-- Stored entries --

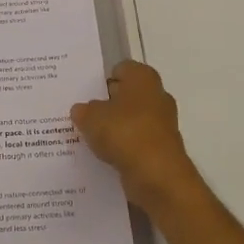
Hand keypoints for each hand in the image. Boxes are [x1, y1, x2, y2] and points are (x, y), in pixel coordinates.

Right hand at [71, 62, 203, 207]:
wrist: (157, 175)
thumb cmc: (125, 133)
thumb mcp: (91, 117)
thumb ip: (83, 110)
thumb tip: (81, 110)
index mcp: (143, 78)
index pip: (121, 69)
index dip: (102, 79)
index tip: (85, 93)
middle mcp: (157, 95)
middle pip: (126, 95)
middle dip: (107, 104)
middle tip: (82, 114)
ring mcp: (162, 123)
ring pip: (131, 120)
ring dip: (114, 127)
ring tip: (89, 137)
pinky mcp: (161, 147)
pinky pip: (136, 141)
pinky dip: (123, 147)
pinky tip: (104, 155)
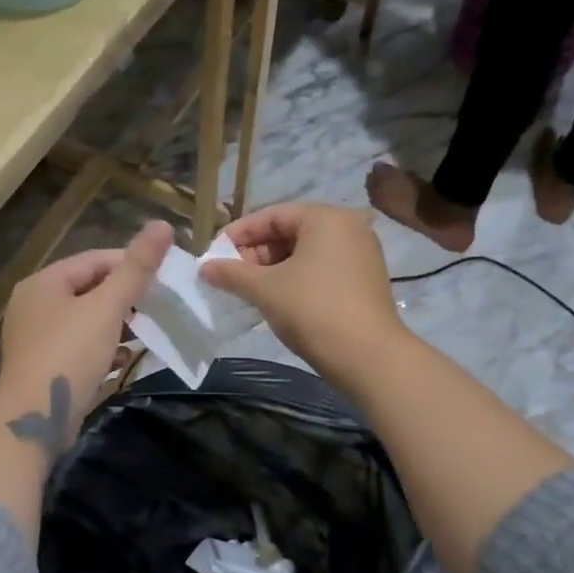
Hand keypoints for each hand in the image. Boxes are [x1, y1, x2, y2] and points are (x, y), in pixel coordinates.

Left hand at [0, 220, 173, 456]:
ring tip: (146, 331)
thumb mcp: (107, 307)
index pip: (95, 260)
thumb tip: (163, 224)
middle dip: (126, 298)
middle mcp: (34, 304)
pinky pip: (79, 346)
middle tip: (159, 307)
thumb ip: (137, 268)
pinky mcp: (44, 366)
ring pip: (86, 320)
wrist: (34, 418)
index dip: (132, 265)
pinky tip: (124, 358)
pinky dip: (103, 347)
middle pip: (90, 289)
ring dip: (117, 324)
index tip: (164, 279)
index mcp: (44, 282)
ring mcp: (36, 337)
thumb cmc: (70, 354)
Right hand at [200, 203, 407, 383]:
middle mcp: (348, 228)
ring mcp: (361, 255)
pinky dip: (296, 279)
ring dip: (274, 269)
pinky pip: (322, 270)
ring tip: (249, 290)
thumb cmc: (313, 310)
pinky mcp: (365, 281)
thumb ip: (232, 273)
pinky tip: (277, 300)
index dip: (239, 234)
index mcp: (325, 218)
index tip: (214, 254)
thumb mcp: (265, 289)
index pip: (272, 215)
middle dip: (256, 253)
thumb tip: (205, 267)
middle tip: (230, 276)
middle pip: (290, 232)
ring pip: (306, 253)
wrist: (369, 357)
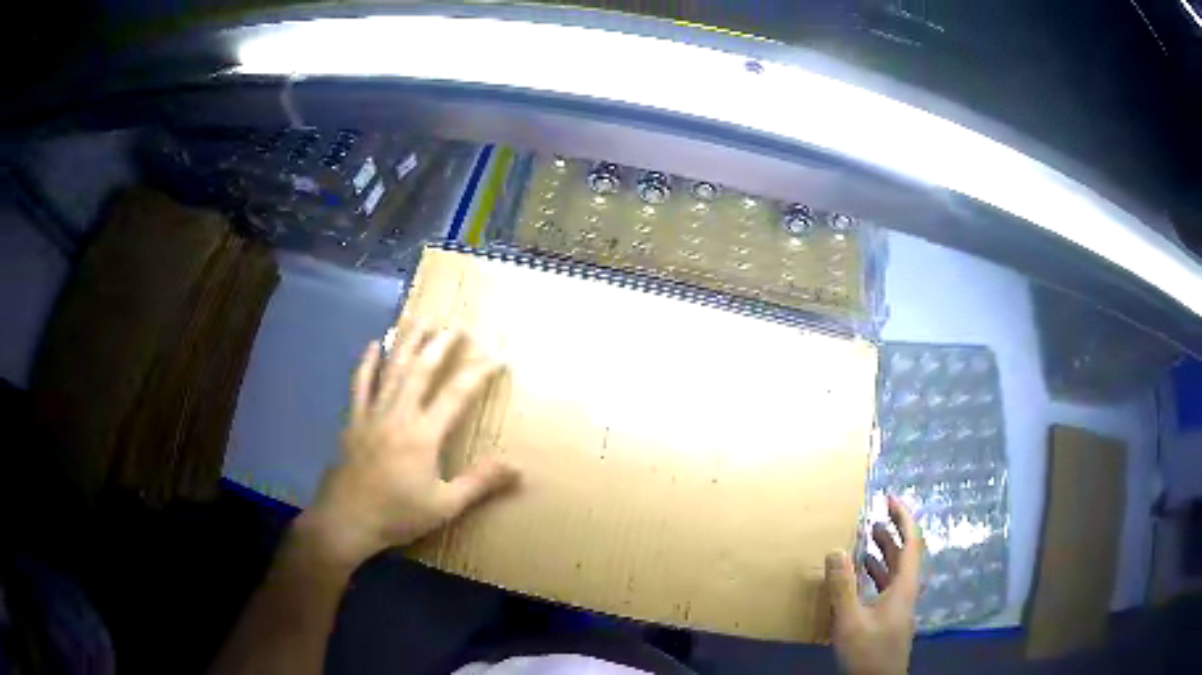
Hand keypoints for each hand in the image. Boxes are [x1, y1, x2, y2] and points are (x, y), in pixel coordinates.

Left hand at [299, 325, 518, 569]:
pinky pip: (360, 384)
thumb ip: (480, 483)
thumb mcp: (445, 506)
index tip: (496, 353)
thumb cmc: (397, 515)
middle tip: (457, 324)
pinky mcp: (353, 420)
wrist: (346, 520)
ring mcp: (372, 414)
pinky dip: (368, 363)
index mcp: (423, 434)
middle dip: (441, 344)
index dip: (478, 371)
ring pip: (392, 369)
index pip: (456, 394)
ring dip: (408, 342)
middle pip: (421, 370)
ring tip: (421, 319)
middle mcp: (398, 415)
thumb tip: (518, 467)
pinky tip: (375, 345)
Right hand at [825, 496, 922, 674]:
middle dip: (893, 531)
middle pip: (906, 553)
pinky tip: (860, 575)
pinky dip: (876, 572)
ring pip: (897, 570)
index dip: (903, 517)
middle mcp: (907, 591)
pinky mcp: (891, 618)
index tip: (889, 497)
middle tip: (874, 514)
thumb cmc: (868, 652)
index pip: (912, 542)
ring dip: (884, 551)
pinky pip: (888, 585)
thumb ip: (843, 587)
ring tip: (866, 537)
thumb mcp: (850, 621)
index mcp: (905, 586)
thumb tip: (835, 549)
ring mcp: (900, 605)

-- ACTIVITY --
Output each of the lines above exactly, apart from the images.

-- EXERCISE OUTPUT --
Hand keypoints for each hand in the image. Boxes are [x1, y1, x2, y2] and points are (x, y), in pixel coordinates.

Right hand at [71, 62, 203, 207]:
wrist: (157, 175)
thumb cmc: (125, 133)
thumb mcp: (91, 117)
thumb ip: (83, 110)
thumb tip: (81, 110)
index mcp: (143, 78)
index pip: (121, 69)
index dip: (102, 79)
index tip: (85, 93)
middle mcp: (157, 95)
middle pip: (126, 95)
middle dip: (107, 104)
middle tip: (82, 114)
ring mcp: (162, 123)
ring pip: (131, 120)
ring dip: (114, 127)
ring tip: (89, 137)
pinky mcp: (161, 147)
pinky pip: (136, 141)
pinky dip: (123, 147)
pinky tip: (104, 155)
Hand keypoints for each hand in the image. Boxes are [x1, y1, x2, y2] and points are (x, y), in pixel coordinates.

Left hand at [0, 220, 173, 456]:
ring tip: (146, 331)
thumb mcp: (107, 307)
index pip: (95, 260)
thumb tip: (163, 224)
middle dip: (126, 298)
middle mcp: (34, 304)
pinky pip: (79, 346)
middle tip: (159, 307)
thumb ip: (137, 268)
pinky mcp: (44, 366)
ring pip: (86, 320)
wrist: (34, 418)
index dip: (132, 265)
pinky tip: (124, 358)
pinky dip: (103, 347)
middle pip: (90, 289)
ring dip: (117, 324)
index tip: (164, 279)
index mcp: (44, 282)
ring mcp: (36, 337)
thumb cmc: (70, 354)
Right hand at [200, 203, 407, 383]:
middle mcp: (348, 228)
ring mcp: (361, 255)
pinky dip: (296, 279)
ring dip: (274, 269)
pinky pip: (322, 270)
ring tip: (249, 290)
thumb cmc: (313, 310)
pinky mcp: (365, 281)
thumb ip: (232, 273)
pinky tip: (277, 300)
index dip: (239, 234)
index mcp: (325, 218)
index tip: (214, 254)
thumb mcp: (265, 289)
index pip: (272, 215)
middle dip: (256, 253)
thumb tip: (205, 267)
middle tip: (230, 276)
middle pip: (290, 232)
ring pip: (306, 253)
wrist: (369, 357)
Hand keypoints for each hand in the image. Boxes are [x1, y1, x2, y2] and points are (x, y), in pixel coordinates.

Left hand at [299, 325, 518, 569]:
pinky pip: (360, 384)
thumb ip: (480, 483)
thumb mcp: (445, 506)
index tip: (496, 353)
thumb cmc: (397, 515)
middle tip: (457, 324)
pinky mcp: (353, 420)
wrist: (346, 520)
ring mcp: (372, 414)
pinky dip: (368, 363)
index mcp: (423, 434)
middle dip: (441, 344)
index dip: (478, 371)
ring pip: (392, 369)
index pip: (456, 394)
ring dip: (408, 342)
middle pip: (421, 370)
ring tip: (421, 319)
middle mcp: (398, 415)
thumb tip: (518, 467)
pinky tip: (375, 345)
Right hand at [825, 496, 922, 674]:
middle dip: (893, 531)
middle pip: (906, 553)
pinky tip: (860, 575)
pinky dip: (876, 572)
ring pip: (897, 570)
index dip: (903, 517)
middle mcp: (907, 591)
pinky mcp: (891, 618)
index tip: (889, 497)
middle tip: (874, 514)
thumb cmc: (868, 652)
index pip: (912, 542)
ring dip: (884, 551)
pinky pip: (888, 585)
thumb ip: (843, 587)
ring tip: (866, 537)
thumb mcp: (850, 621)
index mcp: (905, 586)
thumb tip: (835, 549)
ring mcp: (900, 605)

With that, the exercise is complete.